If one of these integers were $0$, then to keep the sum equal to the number of terms, some other integer would have to exceed $1$, hence be $2$. Conversely, if one integer were $2$, some other integer would have to be $0$. Therefore the only way the sum can equal the number of terms is that every term equals $1$.
Hence, for every match, exactly one of the two competing teams contains the student $s$.
The student $s$ was arbitrary. Consequently, in every match and for every student, exactly one of the two competing teams contains that student.
Consider a match between teams $A$ and $B$. For each student, exactly one of the teams contains that student. Thus every student belongs to $A\cup B$, and no student belongs to both $A$ and $B$. Hence
$$A\cup B=\text{(the whole class)}, \qquad A\cap B=\varnothing.$$
Therefore
$$B=A^c,$$
where $A^c$ denotes the set of all students not in $A$.
So every team competes against the team consisting of all the other students.
This completes the proof.
∎
Verification of Key Steps
The first delicate step is counting the teams containing a fixed student $s$. There are $n-1$ other students, and every subset of them may be chosen together with $s$. This gives $2^{n-1}$ possibilities. One of these choices produces the whole class, which is excluded from the tournament. No other choice is forbidden. Hence the count is exactly $2^{n-1}-1$.
The second delicate step is the deduction that every contribution equals $1$. Let there be $m=2^{n-1}-1$ matches and contributions $c_1,\dots,c_m\in{0,1,2}$. Their sum is $m$. Write
$$\sum_{i=1}^m(c_i-1)=0.$$
Each term $c_i-1$ belongs to ${-1,0,1}$. If some term were $1$, another would have to be $-1$; equivalently a contribution $2$ would force a contribution $0$. In that case there would exist a match where neither team contains $s$ and another where both teams contain $s$. The proof does not merely use the average; it uses the fact that all contributions are restricted to ${0,1,2}$. The only configuration compatible with every student simultaneously is that each contribution equals $1$.

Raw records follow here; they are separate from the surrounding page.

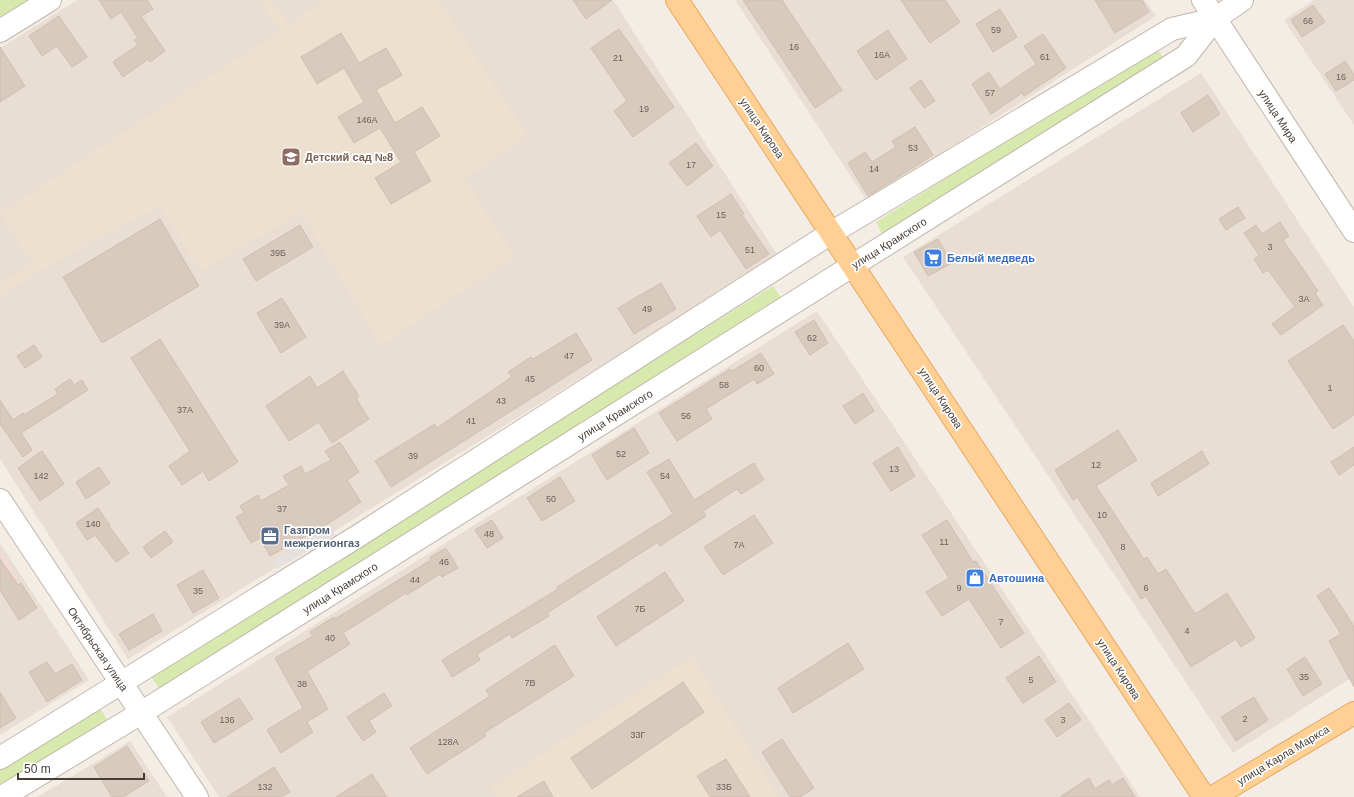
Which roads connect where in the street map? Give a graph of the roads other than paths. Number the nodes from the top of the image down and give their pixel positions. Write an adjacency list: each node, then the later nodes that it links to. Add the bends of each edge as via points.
1 (50, 0): 6 (street)
2 (677, 0): 8 (main road, улица Кирова)
3 (1203, 0): 5 (street, улица Мира)
4 (1242, 0): 5 (street, улица Крамского)
5 (1215, 19): 7 (street, улица Мира); 8 (street, улица Крамского, via 1172,29); 9 (street, улица Крамского, via 1186,56)
6 (0, 32)
7 (1354, 231)
8 (831, 233): 9 (main road, улица Кирова); 11 (street, улица Крамского, via 358,536)
9 (854, 266): 12 (street, улица Крамского); 17 (main road, улица Кирова)
10 (0, 500): 11 (street, Октябрьская улица)
11 (121, 684): 12 (street, Октябрьская улица); 14 (street, улица Крамского)
12 (141, 713): 15 (street, улица Крамского); 16 (street, Октябрьская улица)
13 (1354, 713): 18 (main road, улица Карла Маркса)
14 (0, 758)
15 (2, 797)
16 (197, 797)
17 (1204, 797)
18 (1212, 797)

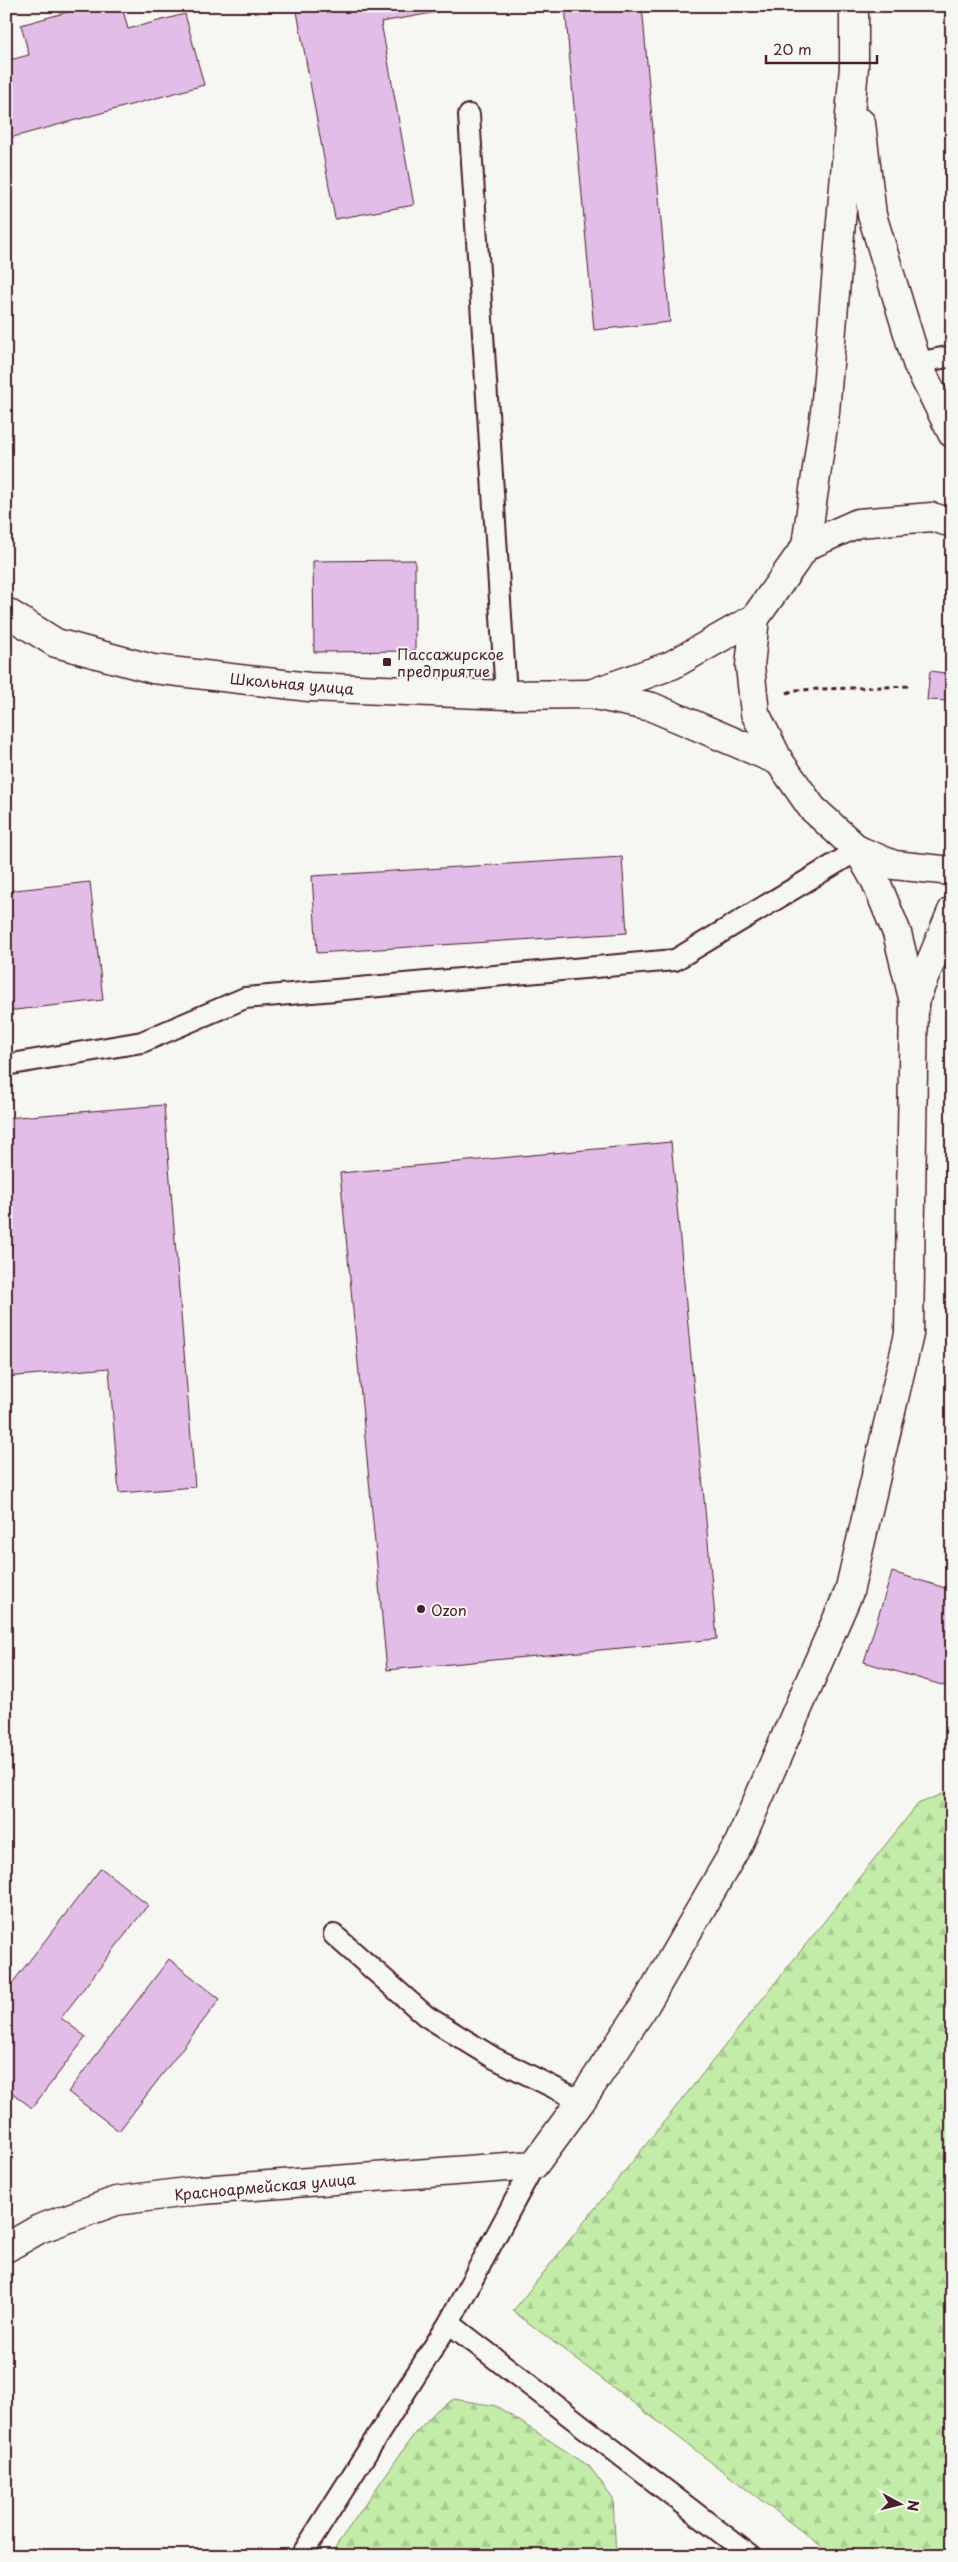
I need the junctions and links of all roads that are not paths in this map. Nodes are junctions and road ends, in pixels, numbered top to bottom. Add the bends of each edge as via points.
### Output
1 (854, 6) edge
2 (854, 67) junction
3 (470, 115) dead end
4 (952, 356) edge
5 (918, 363) junction
6 (952, 433) edge
7 (952, 523) edge
8 (806, 546) junction
9 (6, 612) edge
10 (756, 618) junction
11 (590, 694) junction
12 (506, 695) junction
13 (779, 760) junction
14 (858, 850) junction
15 (952, 871) edge
16 (952, 911) edge
17 (914, 1002) junction
18 (6, 1065) edge
19 (334, 1936) dead end
20 (581, 2101) junction
21 (534, 2166) junction
22 (6, 2248) edge
23 (449, 2323) junction
24 (300, 2556) edge
25 (751, 2556) edge

1 - 2 main road
2 - 5 main road via 872,215
2 - 8 main road via 825,412
3 - 12 lane
4 - 5 lane
5 - 6 main road
7 - 8 main road via 932,517 858,523
8 - 10 main road
9 - 12 main road, Школьная улица via 56,643 152,669 309,687
10 - 11 main road via 672,665
10 - 13 main road via 750,666 755,713
11 - 12 main road, Школьная улица
11 - 13 main road via 652,707
13 - 14 main road via 812,808
14 - 15 main road via 894,865
14 - 17 main road via 876,882 897,933
14 - 18 lane via 675,960 245,998 142,1042
16 - 17 main road
17 - 20 main road via 909,1334 849,1592 739,1843 645,2005
19 - 20 lane via 426,2016 494,2058
20 - 21 main road
21 - 22 main road, Красноармейская улица via 202,2190 116,2201 39,2229
21 - 23 lane
23 - 24 lane
23 - 25 lane

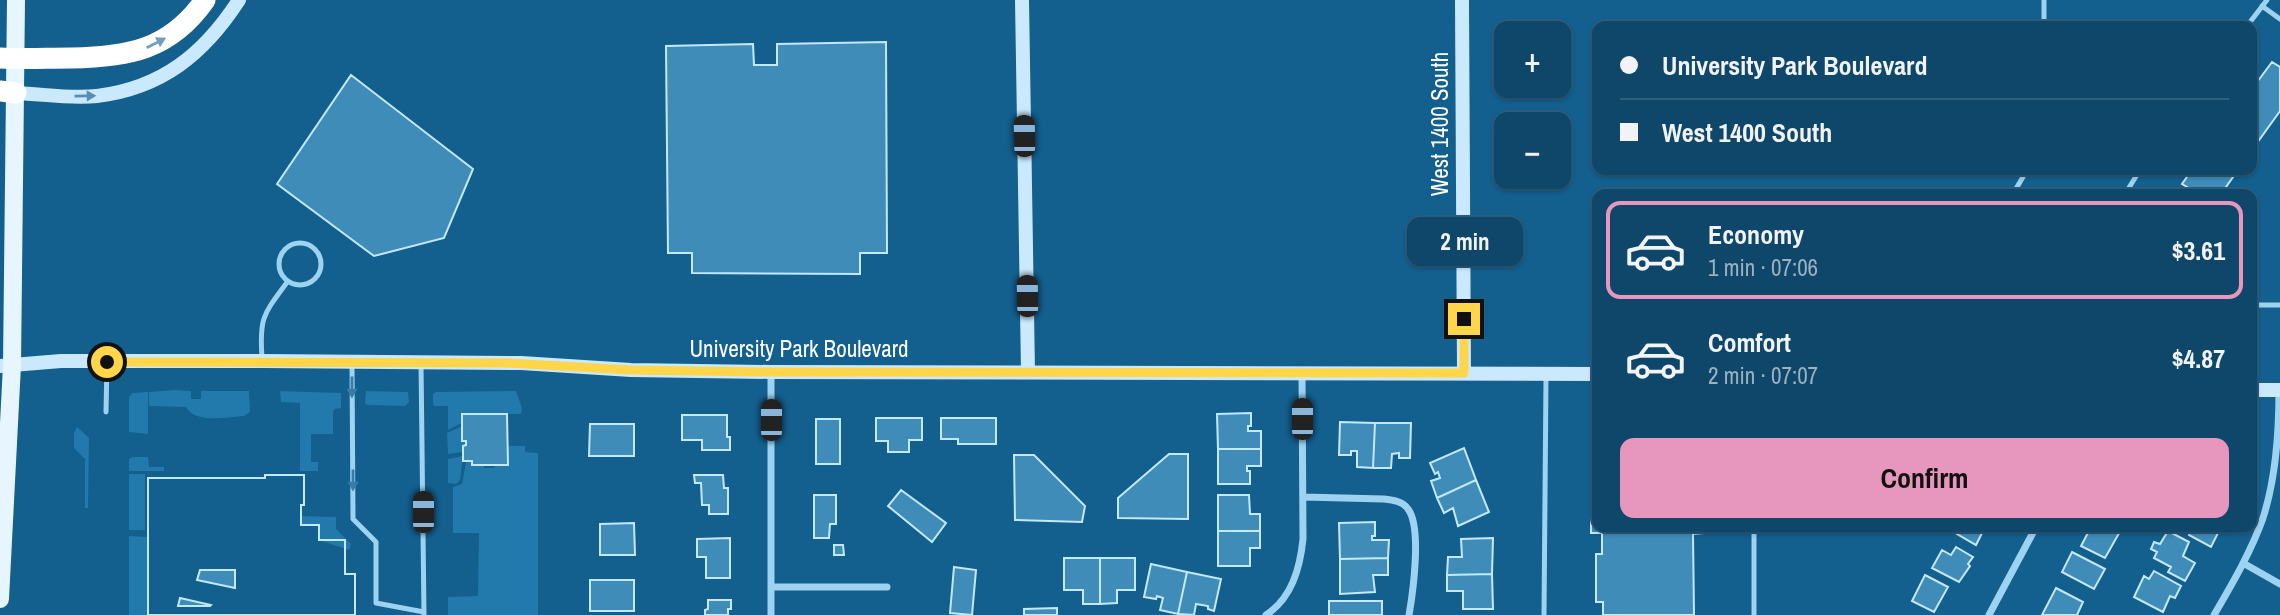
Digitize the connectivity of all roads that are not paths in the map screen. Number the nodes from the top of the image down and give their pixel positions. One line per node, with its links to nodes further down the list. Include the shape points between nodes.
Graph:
1 (16, 0): 12 (main road)
2 (205, 0): 12 (highway, one-way to 2, via 103,57 134,52 170,35)
3 (239, 0): 13 (street, one-way to 3, via 96,96 125,91 173,70 211,39)
4 (1022, 0): 23 (street)
5 (1462, 0): 25 (street, West 1400 South)
6 (2044, 0): 10 (lane)
7 (2267, 0): 8 (lane)
8 (2262, 6): 9 (lane); 11 (lane)
9 (2280, 19)
10 (2044, 21)
11 (2251, 21)
12 (8, 58): 13 (main road)
13 (8, 92): 21 (main road)
14 (288, 281): 14 (lane, via 301,285 316,277 321,264 313,247 299,243 283,252 280,267); 17 (lane, via 264,315)
15 (2257, 305): 16 (lane)
16 (2280, 305)
17 (262, 361): 18 (street, University Park Boulevard); 19 (street, University Park Boulevard)
18 (107, 362): 21 (street, University Park Boulevard); 30 (lane)
19 (352, 362): 20 (street, University Park Boulevard); 41 (lane, one-way to 41, via 353,519 376,542 376,603)
20 (421, 363): 22 (street, University Park Boulevard); 41 (lane)
21 (6, 365): 40 (main road)
22 (771, 372): 23 (street, University Park Boulevard); 38 (street)
23 (1028, 372): 24 (street, University Park Boulevard)
24 (1302, 373): 25 (street, University Park Boulevard); 31 (street)
25 (1464, 373): 26 (street, University Park Boulevard)
26 (1546, 374): 27 (street, University Park Boulevard); 45 (lane)
27 (1592, 374)
28 (2257, 390): 29 (street)
29 (2280, 390): 32 (street, via 2271,487)
30 (106, 412)
31 (1303, 497): 42 (street, via 1300,563 1282,601); 44 (street, via 1395,500 1407,507 1415,533)
32 (2257, 531)
33 (1754, 532): 46 (lane)
34 (2033, 532): 47 (street)
35 (2257, 532): 36 (street)
36 (2243, 563): 37 (street); 48 (street)
37 (2280, 584)
38 (771, 587): 39 (street); 43 (street)
39 (887, 587)
40 (0, 599)
41 (424, 614)
42 (1268, 614)
43 (771, 615)
44 (1409, 615)
45 (1544, 615)
46 (1754, 615)
47 (1989, 615)
48 (2214, 615)

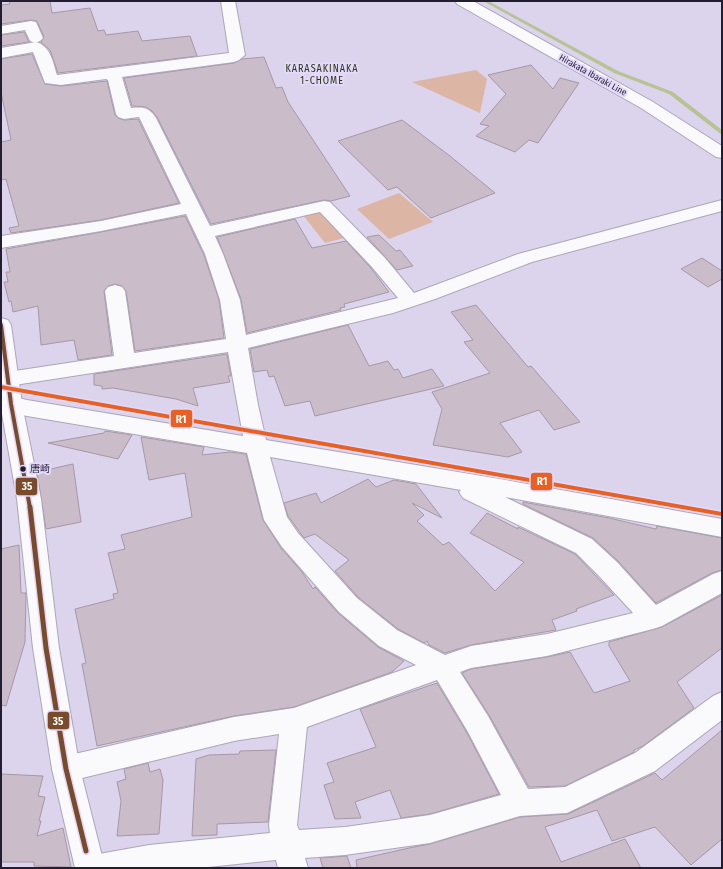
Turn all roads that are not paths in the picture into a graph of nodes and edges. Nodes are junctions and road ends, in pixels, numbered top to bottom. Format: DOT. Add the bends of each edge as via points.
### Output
graph roads {
  1 [pos="228,1"];
  2 [pos="462,1"];
  3 [pos="1,30"];
  4 [pos="35,38"];
  5 [pos="1,53"];
  6 [pos="108,73"];
  7 [pos="722,153"];
  8 [pos="722,205"];
  9 [pos="190,208"];
  10 [pos="204,234"];
  11 [pos="1,242"];
  12 [pos="115,291"];
  13 [pos="410,300"];
  14 [pos="1,325"];
  15 [pos="237,344"];
  16 [pos="125,361"];
  17 [pos="8,379"];
  18 [pos="6,403"];
  19 [pos="256,447"];
  20 [pos="470,492"];
  21 [pos="722,528"];
  22 [pos="722,581"];
  23 [pos="652,620"];
  24 [pos="442,666"];
  25 [pos="722,704"];
  26 [pos="294,720"];
  27 [pos="66,769"];
  28 [pos="520,803"];
  29 [pos="290,857"];
  30 [pos="90,868"];
  31 [pos="99,868"];
  1 -- 6 [label="street" via="237,55 234,57"];
  2 -- 7 [label="street, Hirakata Ibaraki Line" via="647,105"];
  3 -- 4 [label="street" via="31,25"];
  5 -- 6 [label="street" via="36,47 41,51 51,80"];
  6 -- 9 [label="street" via="115,78 124,114 143,112 148,118"];
  8 -- 13 [label="street" via="525,258"];
  9 -- 10 [label="street"];
  9 -- 11 [label="street"];
  10 -- 13 [label="street" via="324,206 378,262"];
  10 -- 15 [label="street" via="230,300"];
  12 -- 16 [label="street"];
  13 -- 15 [label="street"];
  14 -- 17 [label="street"];
  15 -- 16 [label="street"];
  15 -- 19 [label="street"];
  16 -- 17 [label="street"];
  17 -- 18 [label="street"];
  18 -- 19 [label="street"];
  18 -- 27 [label="street" via="29,499 46,648"];
  19 -- 21 [label="street"];
  19 -- 24 [label="street" via="276,520 290,540 348,605 388,638"];
  20 -- 23 [label="street" via="530,518 584,546 608,569"];
  22 -- 23 [label="street"];
  23 -- 24 [label="street" via="547,645 470,657"];
  24 -- 26 [label="street"];
  24 -- 28 [label="street" via="478,724"];
  25 -- 28 [label="street" via="645,762 566,800"];
  26 -- 27 [label="street" via="234,729"];
  26 -- 29 [label="street" via="283,825"];
  27 -- 30 [label="street"];
  28 -- 29 [label="street" via="430,830 345,841"];
  29 -- 31 [label="street" via="148,859"];
}
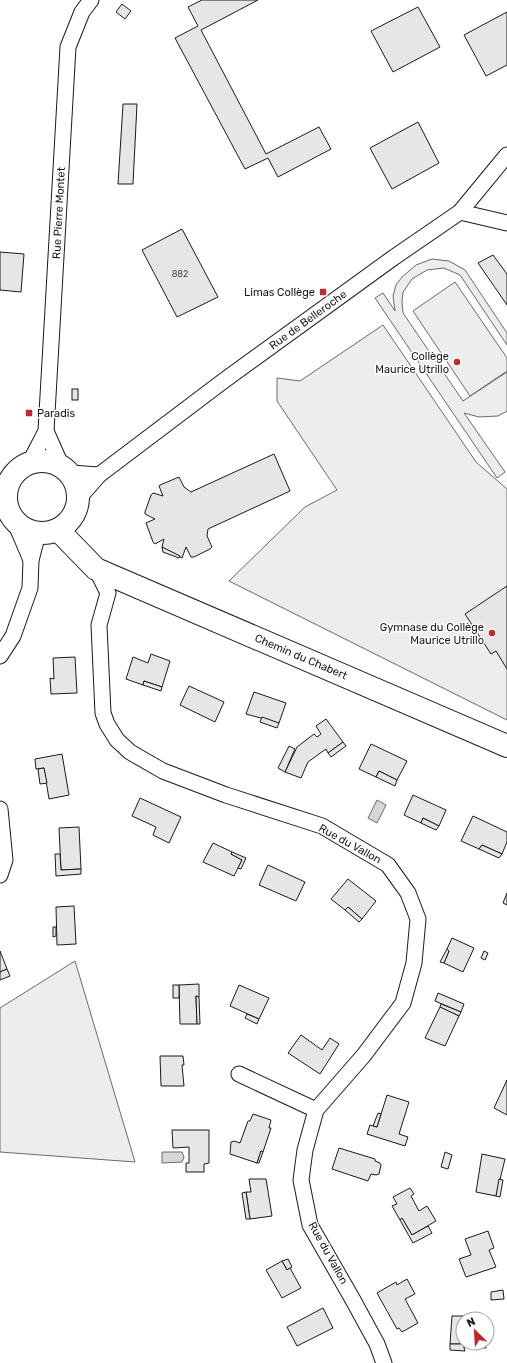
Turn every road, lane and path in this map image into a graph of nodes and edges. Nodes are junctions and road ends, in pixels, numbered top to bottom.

The final step is identifying complementary teams. From the statement that every student belongs to exactly one of the two competing teams, one obtains both
$$A\cup B=\text{whole class}$$
and
$$A\cap B=\varnothing.$$
These two equalities are precisely the definition of complementary subsets.
Alternative Approaches
Another proof uses the total number of student appearances in matches. Every student belongs to exactly $2^{n-1}-1$ teams, so the total number of appearances of all students throughout the tournament is
$$n(2^{n-1}-1).$$
There are $2^{n-1}-1$ matches. Thus the average number of appearances per match is exactly $n$. Since a match can involve at most $n$ student appearances, equality forces every match to involve all $n$ students exactly once. Hence the two teams in any match are disjoint and together contain the whole class, so they are complements.
The main proof is preferable because it isolates a single student and obtains a stronger local statement: in every match, each student appears on exactly one side. The complementary nature of the teams then follows immediately.